On Mon, Dec 9, 2019 at 3:26 PM Stephan Reiter via Std-Proposals <
std-proposals_at_[hidden]> wrote:

> Thanks for the feedback, in particular also the "soft" feedback about
> the situation of regex compared to other parts of the standard.
>
> Considering the low complexity of the regex_escape code (once you kind
> of figured out what characters to escape), I absolutely fine with
> *not* polishing std::regex superficially with a function like this.

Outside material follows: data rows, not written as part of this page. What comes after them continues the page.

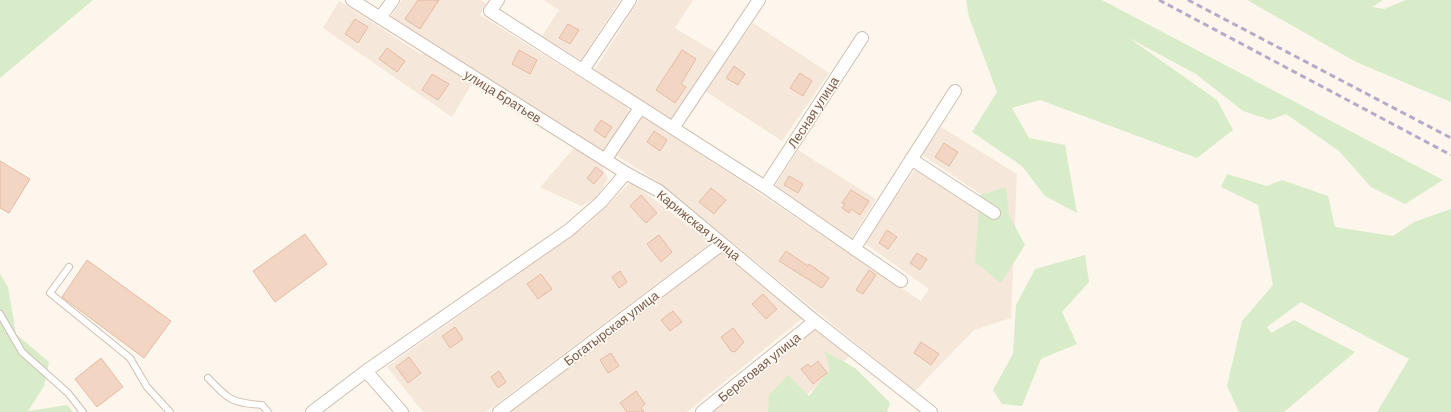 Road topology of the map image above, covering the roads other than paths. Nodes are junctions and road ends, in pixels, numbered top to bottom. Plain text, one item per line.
1 (352, 0) edge
2 (393, 0) edge
3 (498, 0) edge
4 (630, 0) edge
5 (759, 0) edge
6 (380, 18) junction
7 (862, 38) dead end
8 (583, 70) junction
9 (955, 91) dead end
10 (640, 108) junction
11 (673, 128) junction
12 (911, 159) junction
13 (605, 160) junction
14 (626, 174) junction
15 (766, 187) junction
16 (994, 212) dead end
17 (722, 244) junction
18 (854, 249) junction
19 (69, 267) dead end
20 (901, 281) dead end
21 (0, 314) edge
22 (815, 321) junction
23 (366, 372) junction
24 (208, 378) dead end
25 (83, 412) edge
26 (170, 412) edge
27 (268, 412) edge
28 (312, 412) edge
29 (402, 412) edge
30 (499, 412) edge
31 (702, 412) edge
32 (931, 412) edge

1 - 6 street, улица Братьев
2 - 6 street
3 - 8 street
4 - 8 street
5 - 11 street
6 - 13 street, улица Братьев
7 - 15 street, Лесная улица
8 - 10 street
9 - 12 street
10 - 11 street
10 - 13 street
11 - 15 street
12 - 16 street
12 - 18 street
13 - 14 street, улица Братьев
14 - 17 street, Карижская улица
14 - 23 street
15 - 18 street
17 - 22 street, Карижская улица
17 - 30 street, Богатырская улица
18 - 20 street
19 - 26 lane
21 - 25 lane
22 - 31 street, Береговая улица
22 - 32 street, Карижская улица
23 - 28 street
23 - 29 street
24 - 27 lane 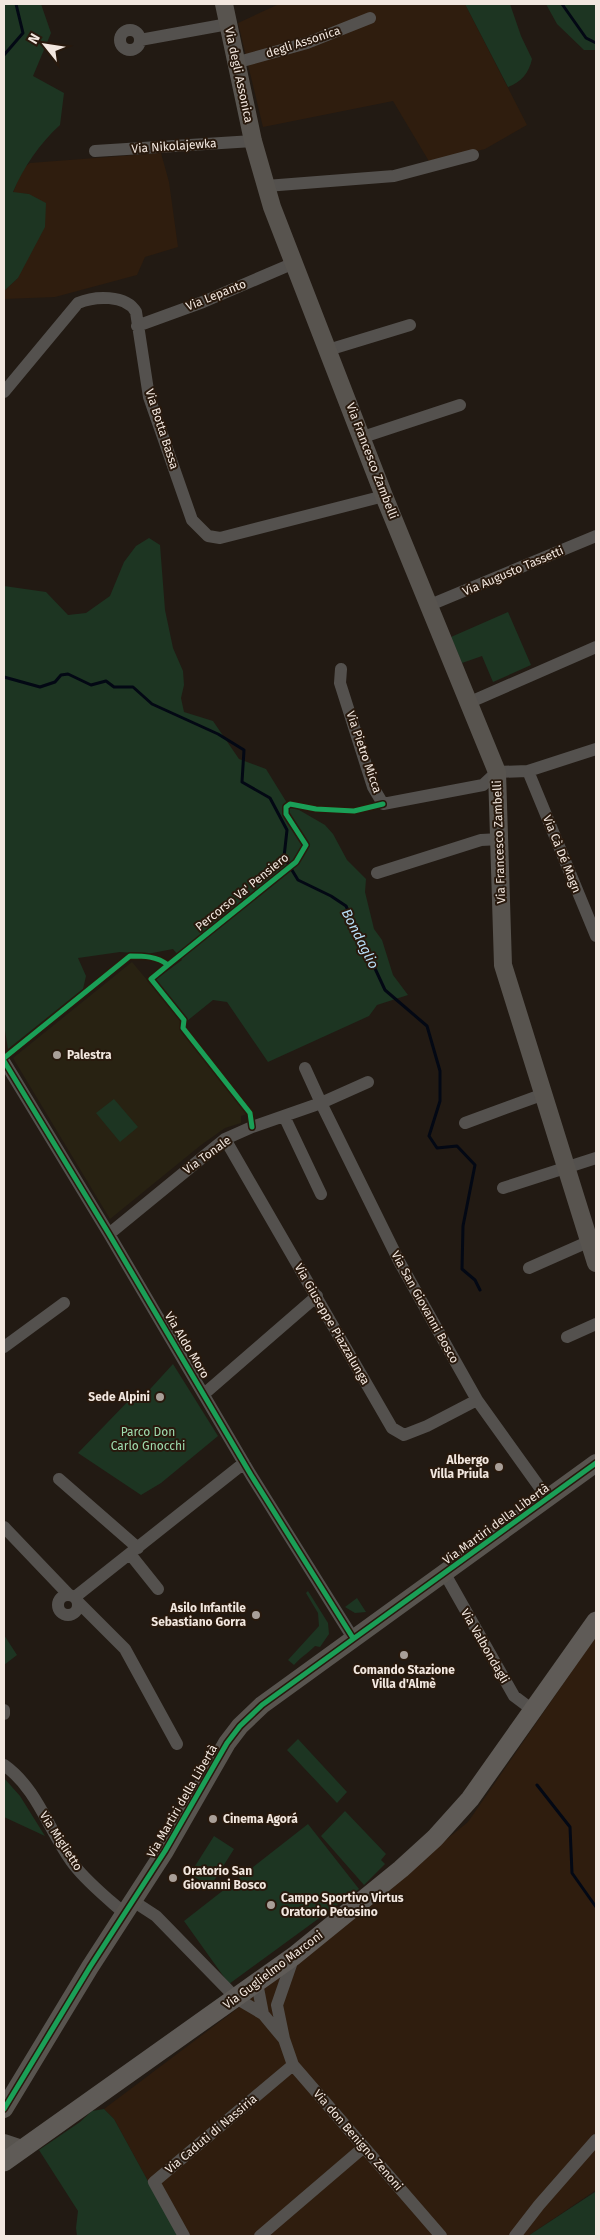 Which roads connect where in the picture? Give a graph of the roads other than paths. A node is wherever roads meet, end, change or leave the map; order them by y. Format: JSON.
{"nodes":[{"id":1,"x":224,"y":4,"type":"edge"},
{"id":2,"x":370,"y":18,"type":"dead end"},
{"id":3,"x":228,"y":24,"type":"junction"},
{"id":4,"x":140,"y":40,"type":"dead end"},
{"id":5,"x":236,"y":63,"type":"junction"},
{"id":6,"x":254,"y":143,"type":"junction"},
{"id":7,"x":95,"y":151,"type":"dead end"},
{"id":8,"x":473,"y":155,"type":"dead end"},
{"id":9,"x":266,"y":186,"type":"junction"},
{"id":10,"x":294,"y":263,"type":"junction"},
{"id":11,"x":410,"y":324,"type":"dead end"},
{"id":12,"x":137,"y":326,"type":"junction"},
{"id":13,"x":328,"y":350,"type":"junction"},
{"id":14,"x":4,"y":392,"type":"edge"},
{"id":15,"x":460,"y":405,"type":"dead end"},
{"id":16,"x":363,"y":437,"type":"junction"},
{"id":17,"x":384,"y":496,"type":"junction"},
{"id":18,"x":596,"y":536,"type":"edge"},
{"id":19,"x":430,"y":606,"type":"junction"},
{"id":20,"x":596,"y":647,"type":"edge"},
{"id":21,"x":341,"y":669,"type":"dead end"},
{"id":22,"x":468,"y":702,"type":"junction"},
{"id":23,"x":596,"y":749,"type":"edge"},
{"id":24,"x":497,"y":772,"type":"junction"},
{"id":25,"x":528,"y":772,"type":"junction"},
{"id":26,"x":500,"y":839,"type":"junction"},
{"id":27,"x":377,"y":873,"type":"dead end"},
{"id":28,"x":596,"y":936,"type":"edge"},
{"id":29,"x":4,"y":1062,"type":"edge"},
{"id":30,"x":305,"y":1068,"type":"dead end"},
{"id":31,"x":368,"y":1082,"type":"dead end"},
{"id":32,"x":544,"y":1094,"type":"junction"},
{"id":33,"x":321,"y":1103,"type":"junction"},
{"id":34,"x":284,"y":1116,"type":"junction"},
{"id":35,"x":465,"y":1123,"type":"dead end"},
{"id":36,"x":226,"y":1139,"type":"junction"},
{"id":37,"x":596,"y":1158,"type":"edge"},
{"id":38,"x":568,"y":1169,"type":"junction"},
{"id":39,"x":503,"y":1188,"type":"dead end"},
{"id":40,"x":321,"y":1194,"type":"dead end"},
{"id":41,"x":109,"y":1234,"type":"junction"},
{"id":42,"x":590,"y":1241,"type":"junction"},
{"id":43,"x":596,"y":1263,"type":"edge"},
{"id":44,"x":529,"y":1268,"type":"dead end"},
{"id":45,"x":317,"y":1296,"type":"junction"},
{"id":46,"x":64,"y":1303,"type":"dead end"},
{"id":47,"x":596,"y":1324,"type":"edge"},
{"id":48,"x":567,"y":1337,"type":"dead end"},
{"id":49,"x":4,"y":1347,"type":"edge"},
{"id":50,"x":204,"y":1394,"type":"junction"},
{"id":51,"x":477,"y":1400,"type":"junction"},
{"id":52,"x":244,"y":1463,"type":"junction"},
{"id":53,"x":596,"y":1464,"type":"edge"},
{"id":54,"x":59,"y":1479,"type":"dead end"},
{"id":55,"x":548,"y":1499,"type":"junction"},
{"id":56,"x":4,"y":1527,"type":"edge"},
{"id":57,"x":134,"y":1551,"type":"junction"},
{"id":58,"x":445,"y":1574,"type":"junction"},
{"id":59,"x":158,"y":1589,"type":"dead end"},
{"id":60,"x":70,"y":1599,"type":"junction"},
{"id":61,"x":596,"y":1621,"type":"edge"},
{"id":62,"x":353,"y":1638,"type":"junction"},
{"id":63,"x":4,"y":1710,"type":"edge"},
{"id":64,"x":534,"y":1711,"type":"junction"},
{"id":65,"x":4,"y":1714,"type":"edge"},
{"id":66,"x":177,"y":1744,"type":"dead end"},
{"id":67,"x":4,"y":1765,"type":"edge"},
{"id":68,"x":128,"y":1907,"type":"junction"},
{"id":69,"x":294,"y":1956,"type":"junction"},
{"id":70,"x":257,"y":1983,"type":"junction"},
{"id":71,"x":236,"y":1998,"type":"junction"},
{"id":72,"x":277,"y":2005,"type":"junction"},
{"id":73,"x":262,"y":2014,"type":"junction"},
{"id":74,"x":284,"y":2039,"type":"junction"},
{"id":75,"x":293,"y":2065,"type":"junction"},
{"id":76,"x":6,"y":2099,"type":"edge"},
{"id":77,"x":596,"y":2140,"type":"edge"},
{"id":78,"x":4,"y":2143,"type":"edge"},
{"id":79,"x":364,"y":2148,"type":"junction"},
{"id":80,"x":22,"y":2149,"type":"junction"},
{"id":81,"x":4,"y":2162,"type":"edge"},
{"id":82,"x":183,"y":2233,"type":"edge"},
{"id":83,"x":436,"y":2234,"type":"edge"},
{"id":84,"x":260,"y":2236,"type":"edge"},
{"id":85,"x":516,"y":2236,"type":"edge"}],
"edges":[{"from":1,"to":3,"type":"main road","name":"Via degli Assonica"},
{"from":2,"to":5,"type":"street","name":"degli Assonica"},
{"from":3,"to":4,"type":"street"},
{"from":3,"to":5,"type":"main road","name":"Via degli Assonica"},
{"from":5,"to":6,"type":"main road","name":"Via degli Assonica"},
{"from":6,"to":7,"type":"street","name":"Via Nikolajewka"},
{"from":6,"to":9,"type":"main road","name":"Via Francesco Zambelli"},
{"from":8,"to":9,"type":"street"},
{"from":9,"to":10,"type":"main road","name":"Via Francesco Zambelli"},
{"from":10,"to":12,"type":"street","name":"Via Lepanto"},
{"from":10,"to":13,"type":"main road","name":"Via Francesco Zambelli"},
{"from":11,"to":13,"type":"street"},
{"from":12,"to":14,"type":"street","name":"Via Botta Bassa"},
{"from":12,"to":17,"type":"street","name":"Via Botta Bassa"},
{"from":13,"to":16,"type":"main road","name":"Via Francesco Zambelli"},
{"from":15,"to":16,"type":"street"},
{"from":16,"to":17,"type":"main road","name":"Via Francesco Zambelli"},
{"from":17,"to":19,"type":"main road","name":"Via Francesco Zambelli"},
{"from":18,"to":19,"type":"street","name":"Via Augusto Tassetti"},
{"from":19,"to":22,"type":"main road","name":"Via Francesco Zambelli"},
{"from":20,"to":22,"type":"street"},
{"from":21,"to":24,"type":"street","name":"Via Pietro Micca"},
{"from":22,"to":24,"type":"main road","name":"Via Francesco Zambelli"},
{"from":23,"to":25,"type":"street"},
{"from":24,"to":25,"type":"street"},
{"from":24,"to":26,"type":"main road","name":"Via Francesco Zambelli"},
{"from":25,"to":28,"type":"street","name":"Via Cà Dé Magn"},
{"from":26,"to":27,"type":"street"},
{"from":26,"to":32,"type":"main road","name":"Via Francesco Zambelli"},
{"from":29,"to":41,"type":"street","name":"Via Aldo Moro"},
{"from":30,"to":33,"type":"street","name":"Via San Giovanni Bosco"},
{"from":31,"to":33,"type":"street"},
{"from":32,"to":35,"type":"street"},
{"from":32,"to":38,"type":"main road","name":"Via Francesco Zambelli"},
{"from":33,"to":34,"type":"street","name":"Via Tonale"},
{"from":33,"to":51,"type":"street","name":"Via San Giovanni Bosco"},
{"from":34,"to":36,"type":"street","name":"Via Tonale"},
{"from":34,"to":40,"type":"street"},
{"from":36,"to":41,"type":"street","name":"Via Tonale"},
{"from":36,"to":45,"type":"street","name":"Via Giuseppe Piazzalunga"},
{"from":37,"to":38,"type":"street"},
{"from":38,"to":39,"type":"street"},
{"from":38,"to":42,"type":"main road","name":"Via Francesco Zambelli"},
{"from":41,"to":50,"type":"street","name":"Via Aldo Moro"},
{"from":42,"to":43,"type":"main road","name":"Via Francesco Zambelli"},
{"from":42,"to":44,"type":"street"},
{"from":45,"to":50,"type":"street"},
{"from":45,"to":51,"type":"street","name":"Via Giuseppe Piazzalunga"},
{"from":46,"to":49,"type":"street"},
{"from":47,"to":48,"type":"street"},
{"from":50,"to":52,"type":"street","name":"Via Aldo Moro"},
{"from":51,"to":55,"type":"street","name":"Via San Giovanni Bosco"},
{"from":52,"to":57,"type":"street"},
{"from":52,"to":62,"type":"street","name":"Via Aldo Moro"},
{"from":53,"to":55,"type":"main road","name":"Via Martiri della Libertà"},
{"from":54,"to":57,"type":"street"},
{"from":55,"to":58,"type":"main road","name":"Via Martiri della Libertà"},
{"from":56,"to":60,"type":"street"},
{"from":57,"to":59,"type":"street"},
{"from":57,"to":60,"type":"street"},
{"from":58,"to":62,"type":"main road","name":"Via Martiri della Libertà"},
{"from":58,"to":64,"type":"street","name":"Via Valbondagli"},
{"from":60,"to":66,"type":"street"},
{"from":61,"to":64,"type":"main road","name":"Via Guglielmo Marconi"},
{"from":62,"to":68,"type":"main road","name":"Via Martiri della Libertà"},
{"from":63,"to":65,"type":"street"},
{"from":64,"to":69,"type":"main road","name":"Via Guglielmo Marconi"},
{"from":67,"to":68,"type":"street","name":"Via Miglietto"},
{"from":68,"to":71,"type":"street","name":"Via don Benigno Zenoni"},
{"from":68,"to":76,"type":"main road","name":"Via Martiri della Libertà"},
{"from":69,"to":70,"type":"main road","name":"Via Guglielmo Marconi"},
{"from":69,"to":72,"type":"street"},
{"from":70,"to":71,"type":"main road","name":"Via Guglielmo Marconi"},
{"from":70,"to":72,"type":"street"},
{"from":70,"to":73,"type":"street"},
{"from":71,"to":73,"type":"street","name":"Via don Benigno Zenoni"},
{"from":71,"to":80,"type":"main road","name":"Via Guglielmo Marconi"},
{"from":72,"to":74,"type":"street","name":"Via don Benigno Zenoni"},
{"from":73,"to":74,"type":"street","name":"Via don Benigno Zenoni"},
{"from":74,"to":75,"type":"street","name":"Via don Benigno Zenoni"},
{"from":75,"to":79,"type":"street","name":"Via don Benigno Zenoni"},
{"from":75,"to":82,"type":"street","name":"Via Caduti di Nassiria"},
{"from":77,"to":85,"type":"street"},
{"from":78,"to":80,"type":"main road"},
{"from":79,"to":83,"type":"street","name":"Via don Benigno Zenoni"},
{"from":79,"to":84,"type":"street"},
{"from":80,"to":81,"type":"main road","name":"Via Guglielmo Marconi"}]}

> I do hope that std::regex will get attention though. Regular
> expressions are so basic and it's annoying that I'll need a 3rd-party
> library to get good performance and support for regex-construction.
> :-(
>
> inline std::string regex_escape(const std::string &text) {
> const std::regex chars_to_escape("[.^$|()\\[\\]{}*+?\\\\]");
> return std::regex_replace(text, chars_to_escape, "\\$0");
> }
>
> Stephan
>
> Am Sa., 7. Dez. 2019 um 15:31 Uhr schrieb Arthur O'Dwyer via
> Std-Proposals <std-proposals_at_[hidden]>:
> >
> > On Fri, Dec 6, 2019 at 9:32 AM Stephan Reiter via Std-Proposals <
> std-proposals_at_[hidden]> wrote:
> >>
> >> Hi!
> >>
> >> I encountered a situation where I needed to incorporate user input
> >> into a regular expression.
> >> To safely do this, I needed to escape regex-special characters in the
> >> user input.
> >
> >
> > At first I thought you were trying to sanitize a user-provided regex,
> which is basically impossible:
> >
> https://stackoverflow.com/questions/12841970/how-can-i-recognize-an-evil-regex
> > (Relatedly, the std::regex library provides no safety controls; you
> can't ask it to "try matching but bail out if no match was found after 2
> seconds," or anything like that.)
> >
> > However, if you just want to take a literal string and substitute it
> into the middle of a larger regex, then yeah, there's no security issue
> with that AFAIK. The std::regex library still makes that difficult by
> failing to support operations such as "concatenate two regexes" or even
> "print this regex back out as a string so that I can concatenate strings."
> >
> > Also, std::regex is slooow — "2300% to 83000% slower than a quality
> implementation for some inputs".[1] So even if you could use std::regex for
> this task, you wouldn't want to (at least not in production software).
> >
> > Boost.Xpressive supports substituting user-provided strings into
> "dynamic regexes" similarly to how you'd substitute parameters into a
> parameterized SQL query; see
> https://www.boost.org/doc/libs/1_71_0/doc/html/xpressive/user_s_guide.html#boost_xpressive.user_s_guide.tips_n_tricks
> >
> > std::regex is to the standard library as `switch` is to the core
> language: lots of people have cool ideas for how to improve it, including
> some slam-dunks, but really it's so abysmally far from well-designed that
> WG21 just doesn't want to touch it. See also: "polishing a turd."
> >
> >
> >> std::string regex_escape(std::string_view text,
> >> std::regex_constants::syntax_option_type f =
> >> std::regex_constants::ECMAScript);
> >
> >
> > I think what you'd really want is
> > std::regex regex_escape(std::string_view text, ......);
> > std::regex regex_concatenate(std::regex a, std::regex b); //
> returns the regex corresponding to "ab"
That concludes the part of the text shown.